The above image was processed in Photoshop; the conversion was not done in Nik and I will tell you why… stay tuned.
First of all, to create the above image I need to start with the capture.
With many of the DSLR cameras, there are several different picture styles to choose from. To select a picture style using a Canon 5D Mark III, for example, locate the paint brush icon on the back left of the camera and then select Picture Style. When I’m out in the field and working with RAW images, I use the Monochrome picture style to determine whether or not a B&W conversion will work for a selected photo. Because I’m working with RAW captures, when I convert photos in Lightroom/ACR (Adobe Camera Raw), the image automatically returns to color. I only use the monochrome feature in the field as a guide for B&W photos.
Several factors influence my decision to go with a B&W image. The first is contrast. In bright light, my groups will often hear me say, “When the light is not right… think tight or think B&W.” Why tight? Because working tight (close in to your subject) often allows you to control the light. Why B&W? Because of contrast. Contrast is the key to dramatic black and white images. The next time you’re out and the light seems a bit bright, you’ll now know what to do.
Two other factors are the sky… a dramatic sky often does well in B&W; and the subject itself… whether or not it would lend itself nicely to a B&W look.
Now for the fun part… the processing. I consider a B&W conversion an art form of its own. There are many plug-ins that can do the conversion for you but oftentimes you’re left with very noisy images. In the above image, I didn’t need to apply any noise reduction because I controlled each step of the conversion myself.
- I start my processing in Lightroom/ACR. I make adjustments to the white balance, set my black and white points, adjust the clarity, open up the shadows a bit, tone down my highlights, and/or complete other necessary tweaks to prepare my image as I would with any other image before bringing it into Photoshop.
- Once in Photoshop, I duplicate my layer.
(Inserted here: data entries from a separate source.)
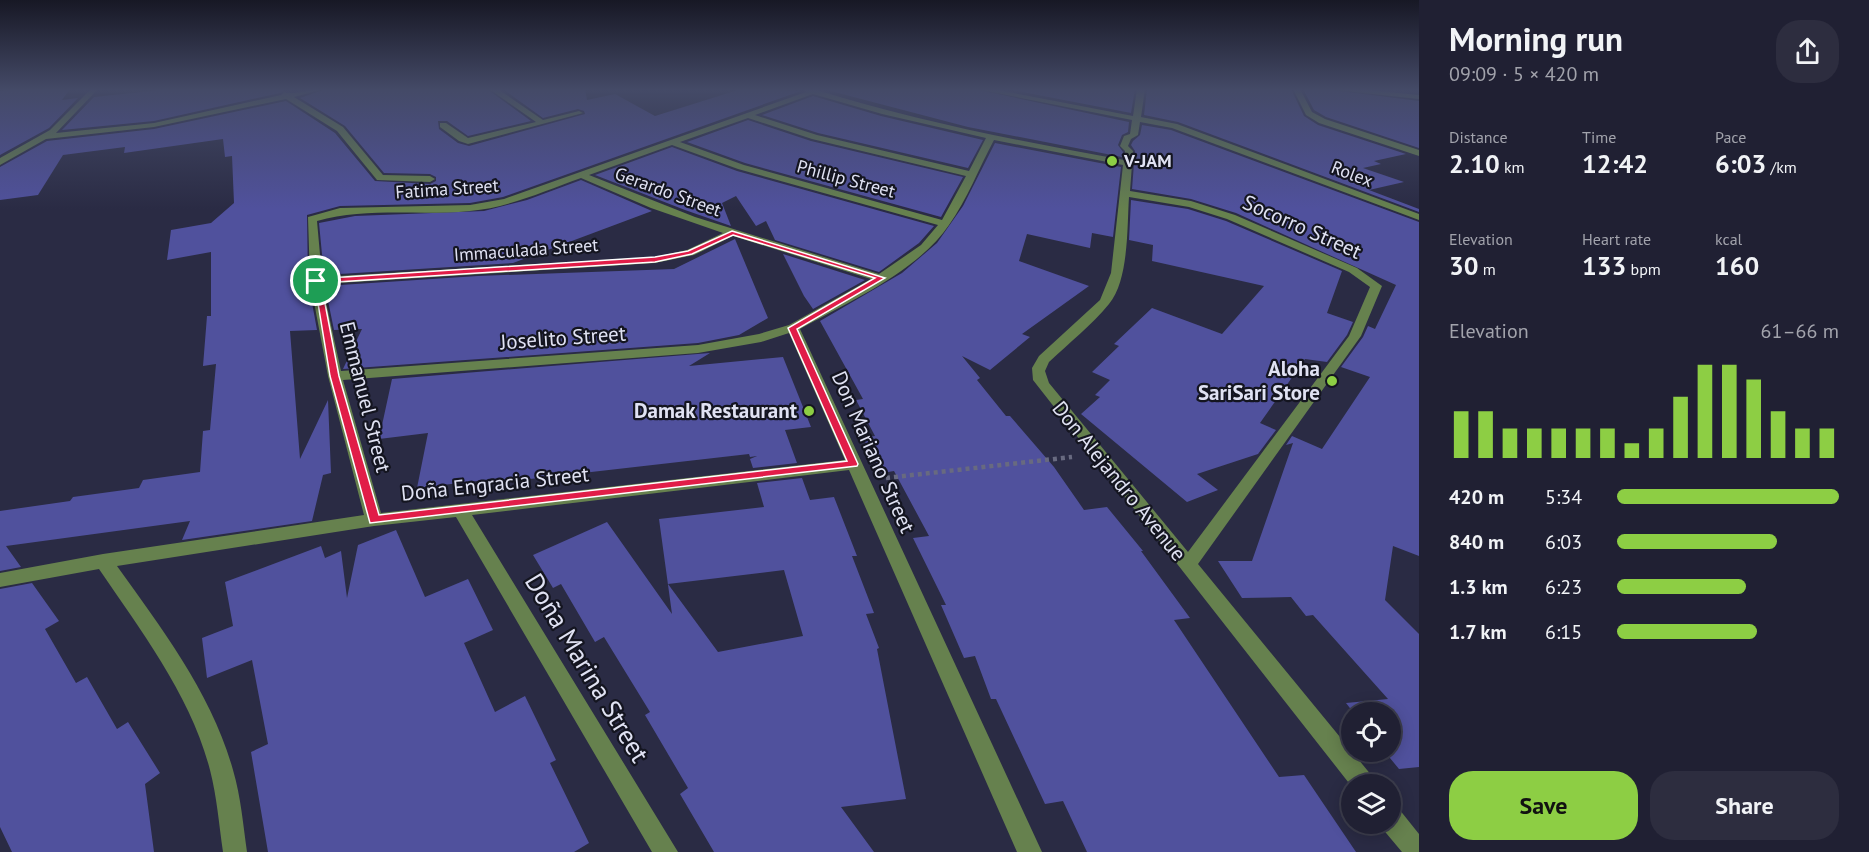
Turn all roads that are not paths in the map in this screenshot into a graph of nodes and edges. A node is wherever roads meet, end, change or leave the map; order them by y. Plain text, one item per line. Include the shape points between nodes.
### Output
1 (54, 129) edge
2 (120, 129) edge
3 (339, 129) edge
4 (448, 129) edge
5 (519, 129) edge
6 (708, 129) edge
7 (790, 129) edge
8 (955, 129) edge
9 (1135, 129) edge
10 (1177, 129) edge
11 (1346, 129) edge
12 (46, 137) junction
13 (991, 137) junction
14 (671, 142) junction
15 (1419, 153) edge
16 (1128, 157) junction
17 (0, 162) edge
18 (971, 174) junction
19 (582, 175) junction
20 (430, 179) dead end
21 (1125, 193) junction
22 (318, 215) joint
23 (1419, 217) edge
24 (945, 224) junction
25 (732, 233) junction
26 (881, 278) junction
27 (316, 281) junction
28 (793, 328) junction
29 (335, 376) junction
30 (857, 472) junction
31 (461, 511) junction
32 (374, 520) junction
33 (104, 561) junction
34 (1187, 566) junction
35 (0, 580) edge
36 (1356, 774) edge
37 (1401, 831) edge
38 (235, 852) edge
39 (666, 852) edge
40 (1030, 852) edge
41 (1418, 852) edge

1 - 12 street
2 - 12 street
3 - 20 street via 380,178
4 - 5 street via 468,141
6 - 14 street, Fatima Street
7 - 18 street
8 - 13 street
9 - 16 street, Don Alejandro Avenue via 1137,148
10 - 23 street, Rolex
11 - 15 street
12 - 17 street
13 - 16 street
13 - 18 street
14 - 19 street, Fatima Street
14 - 24 street, Phillip Street via 741,167
16 - 21 street, Don Alejandro Avenue
18 - 24 street
19 - 22 street, Fatima Street via 487,206
19 - 25 street, Gerardo Street via 642,202
21 - 34 street, Don Alejandro Avenue via 1112,290 1105,302 1044,359 1037,374
21 - 34 street, Socorro Street via 1191,204 1231,217 1353,270 1376,286 1355,336
22 - 27 street, Emmanuel Street via 310,222
24 - 26 street via 925,247
25 - 26 street, Gerardo Street
25 - 27 street, Immaculada Street via 690,253 655,260
26 - 28 street
27 - 29 street, Emmanuel Street
28 - 29 street, Joselito Street via 698,349
28 - 30 street, Don Mariano Street
29 - 32 street, Emmanuel Street
30 - 31 street, Doña Engracia Street
30 - 40 street, Don Mariano Street
31 - 32 street, Doña Engracia Street
31 - 39 street, Doña Marina Street
32 - 33 street, Doña Engracia Street
33 - 35 street, Doña Engracia Street
33 - 38 street via 177,668 200,711 218,760
34 - 36 street, Don Alejandro Avenue
37 - 41 street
Next I go to Image> Adjustments > B&W. For a dramatic effect like in the image above, I usually select the High Contrast Red Filter from the preset drop-down menu. Then I go into each color channel individually and move the sliders until I am happy with the look.
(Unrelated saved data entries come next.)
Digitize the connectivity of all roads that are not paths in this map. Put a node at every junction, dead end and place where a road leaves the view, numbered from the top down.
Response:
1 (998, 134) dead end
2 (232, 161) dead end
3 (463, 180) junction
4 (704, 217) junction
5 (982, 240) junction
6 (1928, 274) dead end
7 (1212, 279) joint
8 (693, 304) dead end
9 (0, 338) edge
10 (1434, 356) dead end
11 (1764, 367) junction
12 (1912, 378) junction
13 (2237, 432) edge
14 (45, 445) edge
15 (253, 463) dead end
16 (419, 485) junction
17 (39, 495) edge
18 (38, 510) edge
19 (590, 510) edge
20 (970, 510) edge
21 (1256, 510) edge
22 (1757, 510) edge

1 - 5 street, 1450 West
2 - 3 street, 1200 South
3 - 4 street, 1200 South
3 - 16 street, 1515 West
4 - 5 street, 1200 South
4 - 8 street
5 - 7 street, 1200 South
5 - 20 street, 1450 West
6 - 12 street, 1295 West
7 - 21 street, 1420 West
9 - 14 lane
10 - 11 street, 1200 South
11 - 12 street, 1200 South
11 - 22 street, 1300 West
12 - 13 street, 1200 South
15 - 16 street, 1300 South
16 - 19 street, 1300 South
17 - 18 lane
- Since I don’t know the image you will be working on, I can’t advise you specifically. But I can tell you that if you scroll through the presets, find one that you like and use it as a starting point, you can then fine-tune each channel. You’ll most likely end up with a nice base B&W image that can be further tweaked.
- Depending on the outcome, sometimes I duplicate my layer and go to Image> Adjustments> Equalize for a little more punch. I often increase the brightness, but you can use your own judgement. I also like to go into Selective Color and adjust the Neutrals. To do so, go to Image> Adjustments> Selective Color. Once inside the dialogue box, select Neutrals from the colors drop-down menu. Then slide the black channel to the right until you’re happy with the look. I also use Auto Tone and/or Auto Contrast at approximately 20%. Auto Tone and Auto Contrast are hideous at 100%, so be judicious. The most important thing to remember is to make small adjustments on layers and reduce the opacity or use a layer mask to control each adjustment. I suggest trying to do your own B&W conversions. You may be surprised at how good you are at creating your own B&W images.